За несколько дней до смерти изнуряющий кашель исчез, он перестал говорить о том, как весной они все вместе поедут в Крым, не мог больше курить, но время от времени брал в желтые пальцы сигарету, сжимал ласково и откладывал в сторону, а незадолго до того, как уйти в беспамятство, попросил Нору похоронить его с мамой… Он говорил тихо, она переспросила…
– С твоей мамой, – повторил он очень ясно. – С Малечкой…
Сделать этого Нора не могла из-за Андрея Ивановича, который бегал на кладбище как на свидание каждый выходной… Но промолчала.
Отца кремировали в первом московском крематории, на задах Донского монастыря, а урну Нора поместила в колумбарии № 6, в ячейке, где был захоронен прах его родителей, Якова Осецкого и Марии Кернс. Пока рабочий вынимал мраморную заслонку, чтобы втиснуть в узкую щель новую урну, Нора вспомнила Марусино пожелание, высказанное Генриху незадолго до смерти: можешь хоронить меня где угодно, только не с Яковом. Генрих тоже не хотел оказаться в скучном материалистическом посмертии с родителями. Какие сложные, какие затемненные отношения…
Незадолго до смерти Генриха, когда жить оставалось считаные недели, Нора попросила отца нарисовать родословную семейства и написать, что он помнит о своем киевском детстве и родственниках. Он что-то писал, упав локтями на стол и глухо кашляя.
Когда после смерти отца Нора открыла ящик стола, там лежал один-единственный лист бумаги, на котором было написано отцовскими стекающими вправо и вниз строчками:
“Я, Осецкий Генрих Яковлевич, родился 11 марта 1916 г. в городе Киеве.
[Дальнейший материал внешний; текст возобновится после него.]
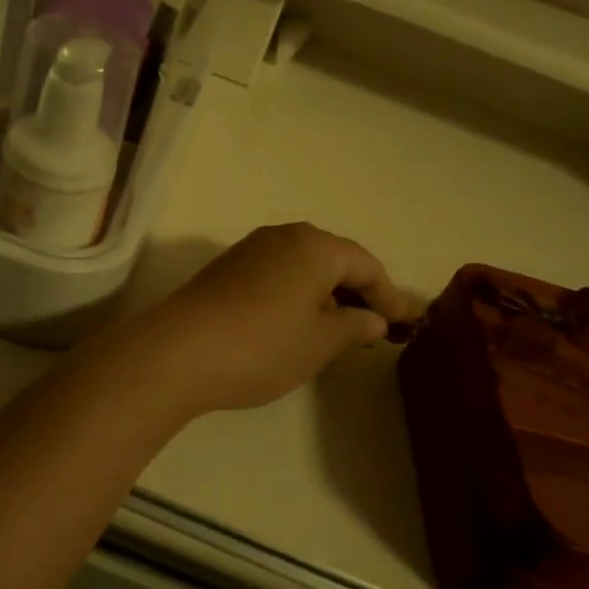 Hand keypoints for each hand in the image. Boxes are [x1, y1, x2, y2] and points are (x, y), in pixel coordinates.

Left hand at [121, 223, 424, 418]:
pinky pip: (278, 275)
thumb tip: (373, 318)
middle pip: (335, 260)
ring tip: (342, 328)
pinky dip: (298, 295)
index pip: (366, 265)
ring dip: (326, 294)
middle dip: (359, 292)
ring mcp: (251, 250)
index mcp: (316, 246)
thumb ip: (354, 325)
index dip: (390, 296)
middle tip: (380, 325)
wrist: (178, 352)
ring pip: (304, 267)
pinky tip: (300, 322)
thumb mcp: (320, 342)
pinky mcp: (227, 269)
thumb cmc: (263, 346)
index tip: (410, 323)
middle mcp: (284, 236) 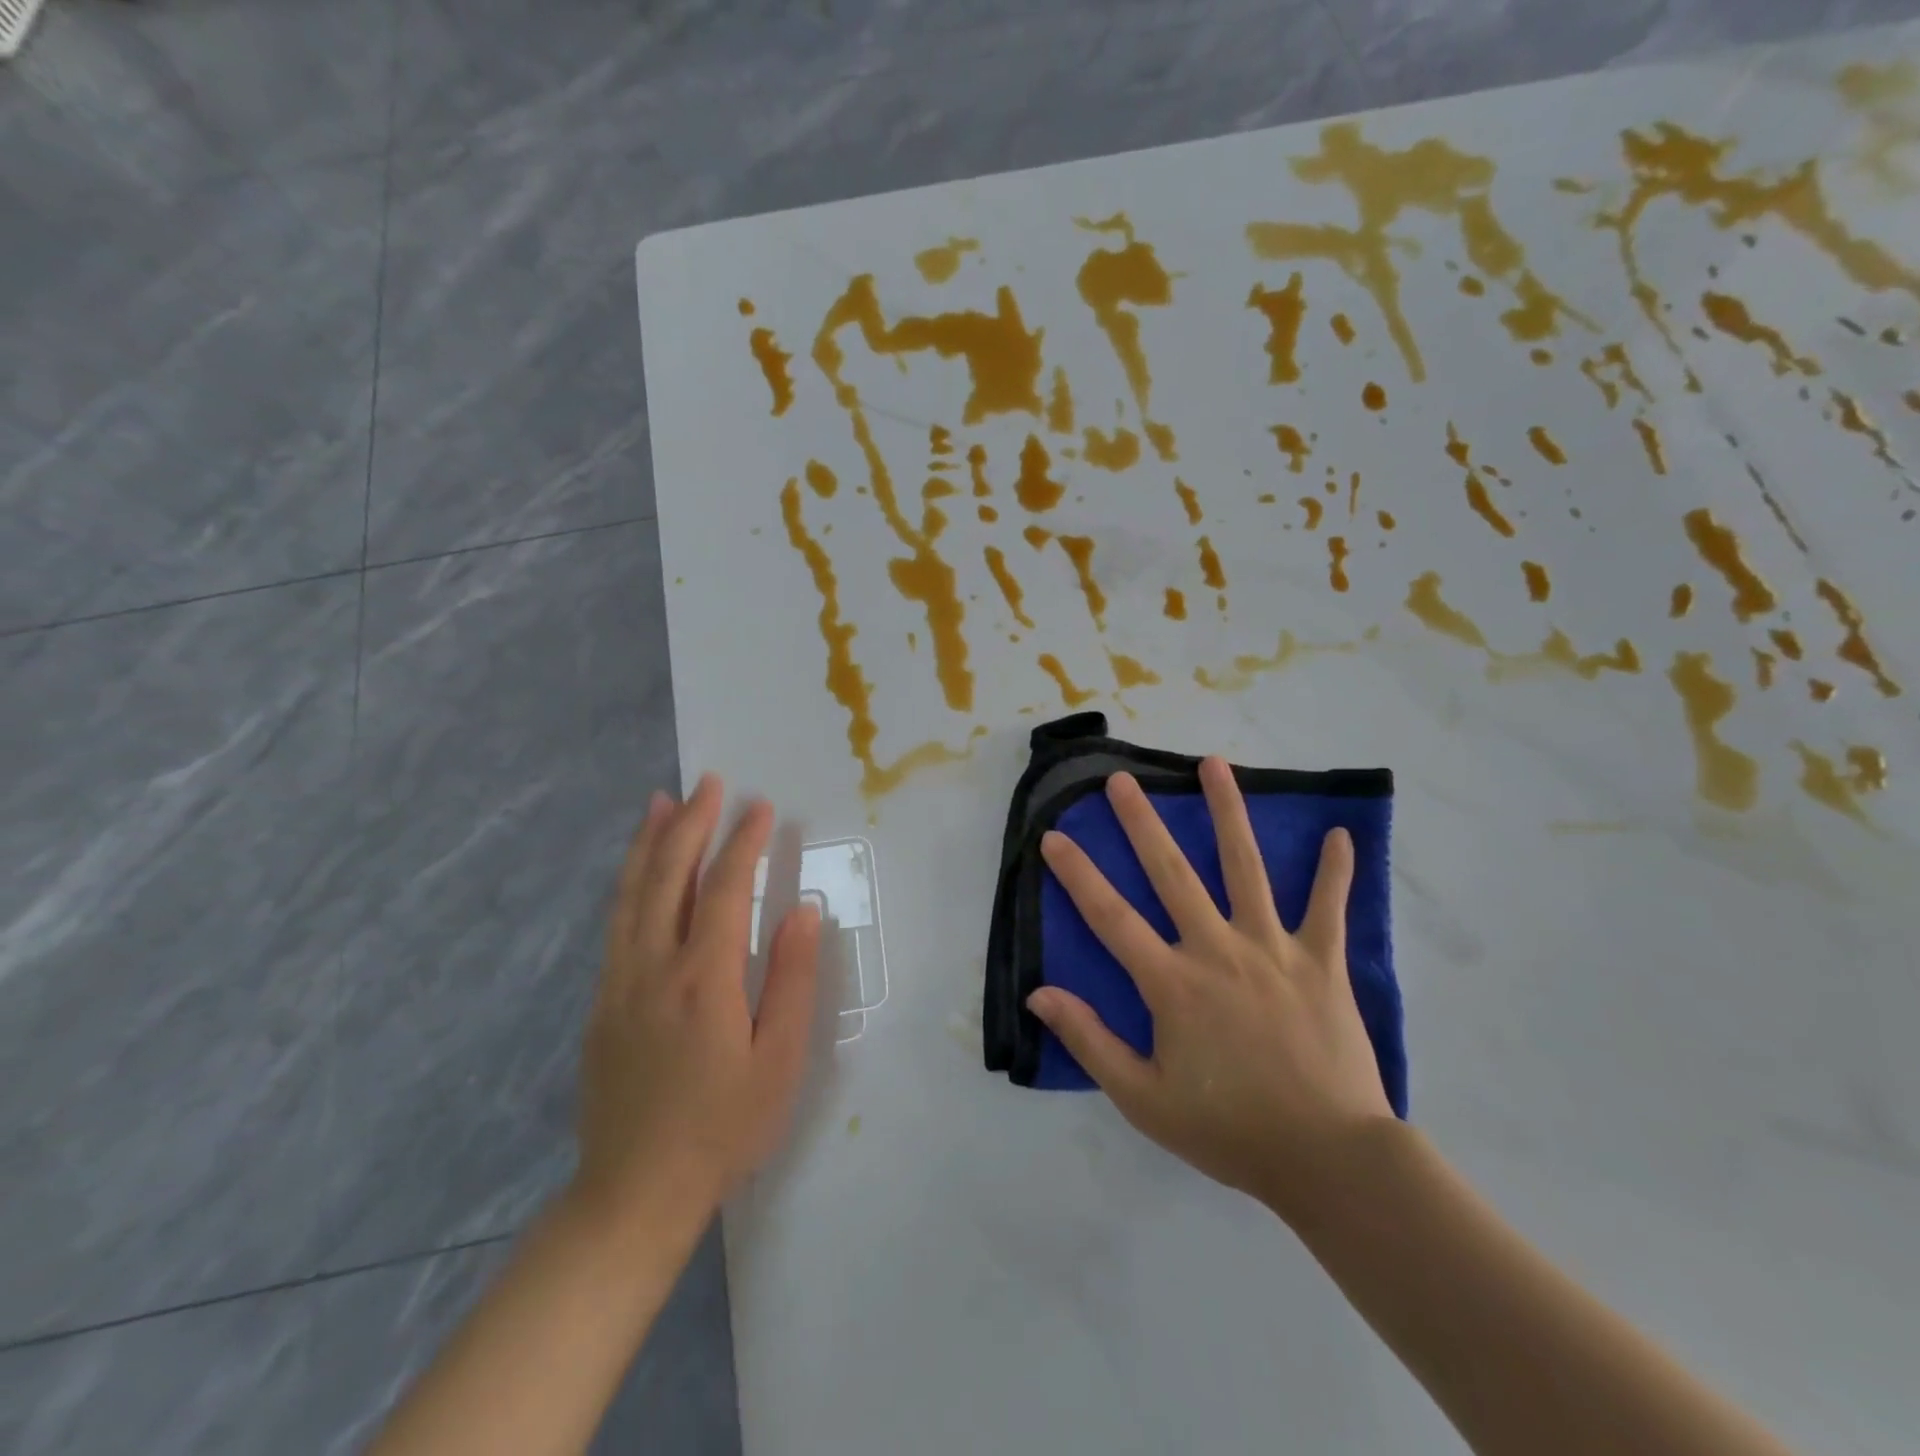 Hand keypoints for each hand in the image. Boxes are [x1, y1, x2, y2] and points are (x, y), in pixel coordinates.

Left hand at [572, 776, 822, 1228]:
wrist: (634, 1194)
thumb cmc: (723, 1128)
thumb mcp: (779, 1060)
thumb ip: (793, 979)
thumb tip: (803, 910)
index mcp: (703, 979)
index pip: (726, 889)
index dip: (743, 842)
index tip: (760, 806)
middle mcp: (653, 967)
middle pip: (669, 877)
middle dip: (691, 823)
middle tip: (709, 783)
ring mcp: (619, 982)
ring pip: (631, 894)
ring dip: (649, 842)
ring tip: (661, 801)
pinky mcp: (601, 1002)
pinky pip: (616, 923)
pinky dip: (628, 882)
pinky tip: (637, 870)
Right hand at [1026, 757, 1391, 1219]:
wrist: (1328, 1159)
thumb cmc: (1229, 1129)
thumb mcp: (1143, 1099)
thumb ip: (1090, 1041)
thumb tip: (1039, 994)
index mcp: (1172, 983)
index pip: (1111, 917)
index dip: (1078, 874)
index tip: (1054, 836)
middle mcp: (1217, 949)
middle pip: (1172, 873)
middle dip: (1142, 822)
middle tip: (1122, 780)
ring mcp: (1273, 949)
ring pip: (1246, 867)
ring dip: (1228, 812)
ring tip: (1214, 765)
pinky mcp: (1322, 961)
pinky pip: (1328, 906)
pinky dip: (1335, 871)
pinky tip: (1341, 834)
В 1923 году переехал с родителями в Москву. Закончил восемь классов ЕТШ № 110, в 1931 году поступил на рабфак. Работал на Метрострое проходчиком. В 1933 году поступил, в 1936 закончил приборостроительный техникум. В 1938 году поступил в Станко-инструментальный институт, который закончил в 1944 году. В 1945 году вступил в партию (зачеркнуто). В 1948 году защитил кандидатскую диссертацию и заведовал лабораторией в институте…”
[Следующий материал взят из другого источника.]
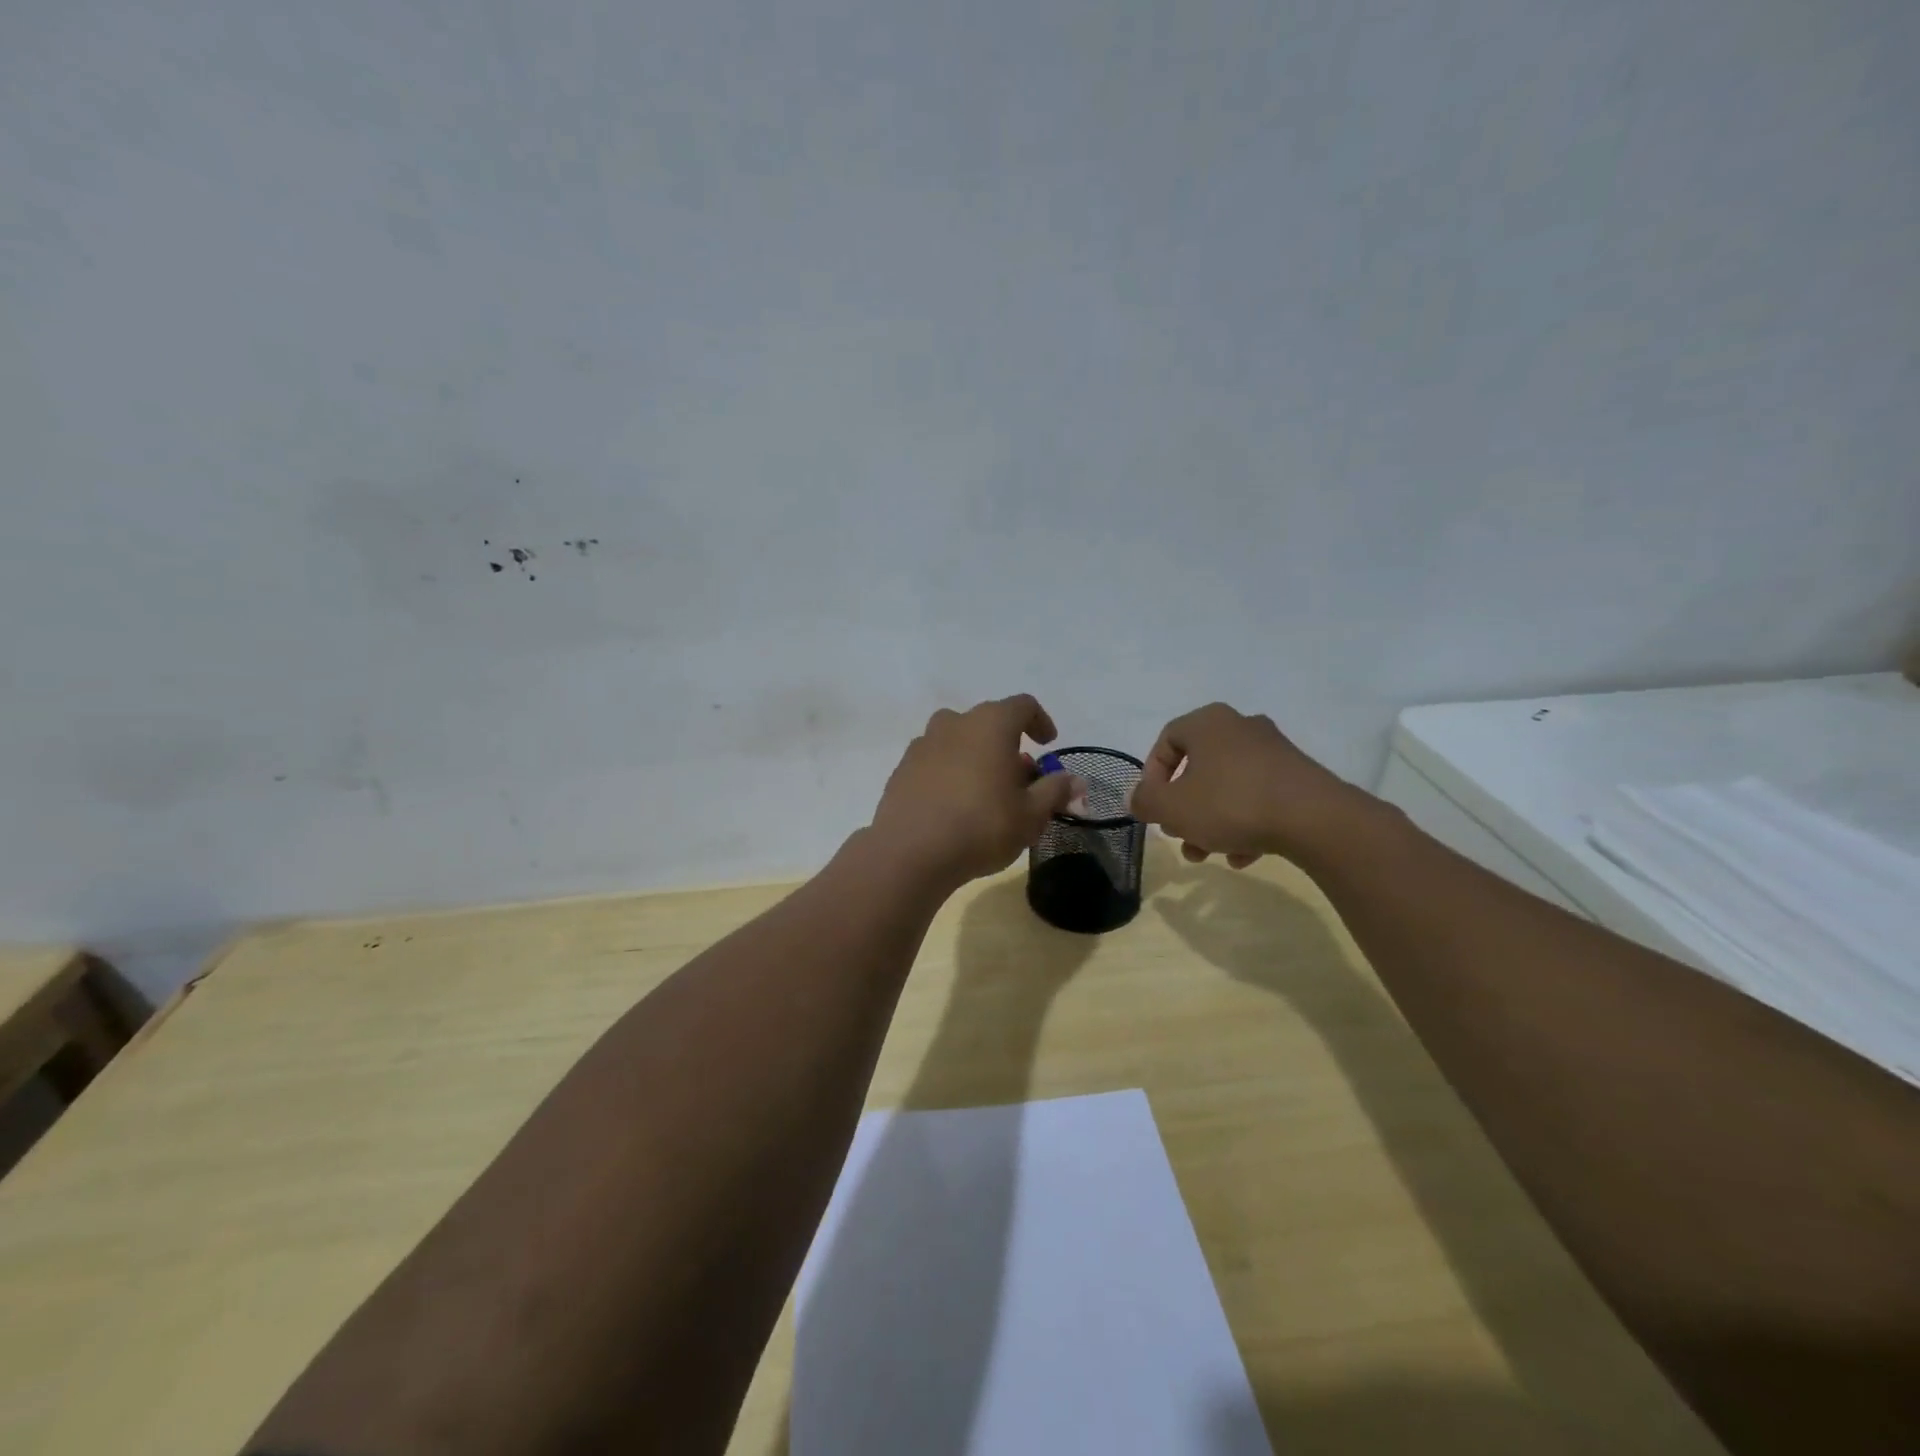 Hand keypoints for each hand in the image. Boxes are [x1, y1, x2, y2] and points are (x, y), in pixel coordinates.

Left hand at [869, 695, 1080, 888]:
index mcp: (990, 724)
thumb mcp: (1031, 815)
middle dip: (1008, 745)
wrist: (910, 852)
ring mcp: (923, 744)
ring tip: (987, 791)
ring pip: (958, 740)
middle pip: (988, 722)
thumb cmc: (982, 826)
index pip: (1023, 706)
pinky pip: (935, 760)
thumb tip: (1074, 780)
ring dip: (977, 756)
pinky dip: (950, 772)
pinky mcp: (902, 768)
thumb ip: (1055, 791)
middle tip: (1020, 779)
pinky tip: (954, 805)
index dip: (1040, 721)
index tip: (1048, 744)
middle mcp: (954, 723)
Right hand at [1127, 702, 1373, 867]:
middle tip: (1178, 835)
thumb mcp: (1172, 807)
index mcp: (1208, 723)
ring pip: (1227, 787)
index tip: (1153, 808)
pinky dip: (1245, 824)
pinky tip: (1242, 856)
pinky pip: (1258, 797)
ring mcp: (1273, 751)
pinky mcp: (1298, 777)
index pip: (1166, 741)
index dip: (1151, 777)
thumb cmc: (1231, 803)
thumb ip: (1145, 801)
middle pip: (1198, 768)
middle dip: (1183, 807)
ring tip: (1207, 854)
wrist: (1315, 819)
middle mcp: (1241, 727)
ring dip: (1211, 821)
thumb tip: (1134, 798)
На этом запись прерывалась. Нора с грустью прочитала этот листок… Для отдела кадров он вполне был пригоден, – но почему же не написал отец ни единого живого слова о своей семье? Что там такое произошло, почему он не хотел ни о ком вспоминать? Загадочная, загадочная история…
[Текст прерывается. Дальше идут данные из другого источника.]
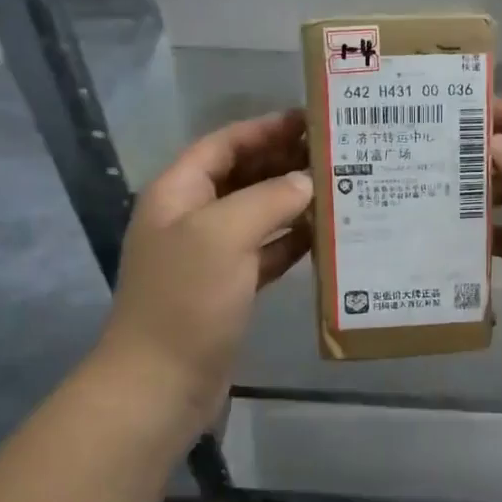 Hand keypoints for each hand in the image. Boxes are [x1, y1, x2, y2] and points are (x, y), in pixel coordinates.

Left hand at [95, 110, 312, 439]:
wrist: (161, 383)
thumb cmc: (186, 299)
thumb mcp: (224, 235)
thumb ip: (268, 198)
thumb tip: (306, 182)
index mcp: (178, 193)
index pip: (224, 144)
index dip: (264, 128)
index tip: (310, 118)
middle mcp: (192, 216)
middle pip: (242, 174)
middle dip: (284, 160)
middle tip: (334, 151)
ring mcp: (210, 254)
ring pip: (258, 212)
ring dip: (293, 199)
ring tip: (339, 185)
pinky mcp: (230, 287)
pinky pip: (267, 251)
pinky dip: (293, 240)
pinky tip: (326, 234) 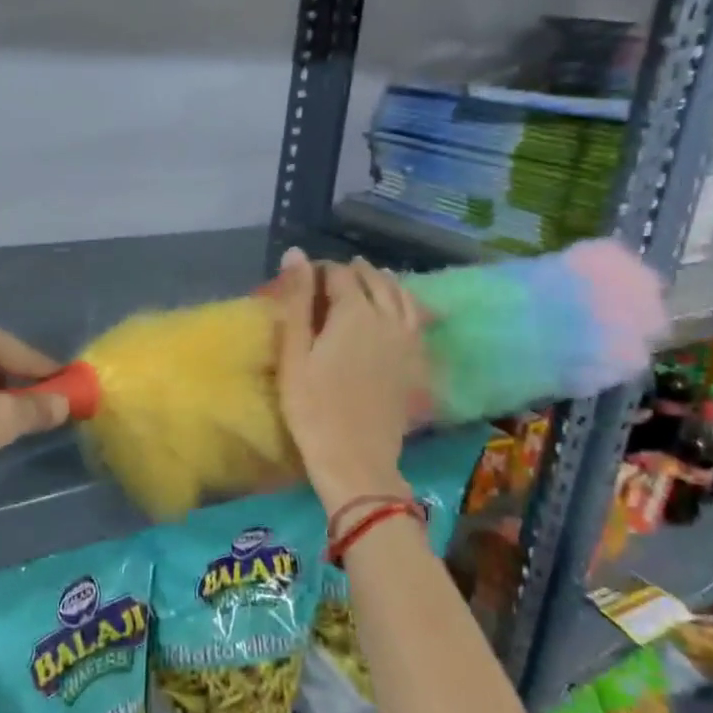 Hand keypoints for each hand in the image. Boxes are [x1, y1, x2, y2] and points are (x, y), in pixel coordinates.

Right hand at [274, 249, 427, 510]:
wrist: (356, 458)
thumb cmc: (313, 407)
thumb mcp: (294, 353)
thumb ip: (297, 300)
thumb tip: (296, 253)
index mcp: (355, 312)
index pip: (339, 274)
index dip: (320, 270)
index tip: (303, 279)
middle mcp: (388, 317)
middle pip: (374, 279)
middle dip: (353, 272)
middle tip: (332, 277)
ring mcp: (408, 340)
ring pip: (401, 296)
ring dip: (383, 282)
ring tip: (368, 280)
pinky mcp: (417, 362)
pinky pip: (417, 320)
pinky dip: (406, 305)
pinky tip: (397, 311)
Но теперь-то им придется друг друга терпеть все неизмеримо-длинное посмертие… Или полюбить…
Десятилетняя и выдохшаяся война в Афганистане мало влияла на жизнь московских жителей, далеких от политики, в особенности художников-неформалов, у которых были свои собственные разногласия с государством. Гудели по радио привычные мусорные речи про интернациональный долг и американский империализм, восемнадцатилетних призывников после учебки отправляли в Афган, где они воевали, потом возвращались, но не все. Некоторые приходили сильно покалеченными. Но все без исключения воины-интернационалисты были сбиты с толку, травмированы, тащили с собой чудовищную память, которую надо было изживать, чтобы вернуться к нормальной жизни.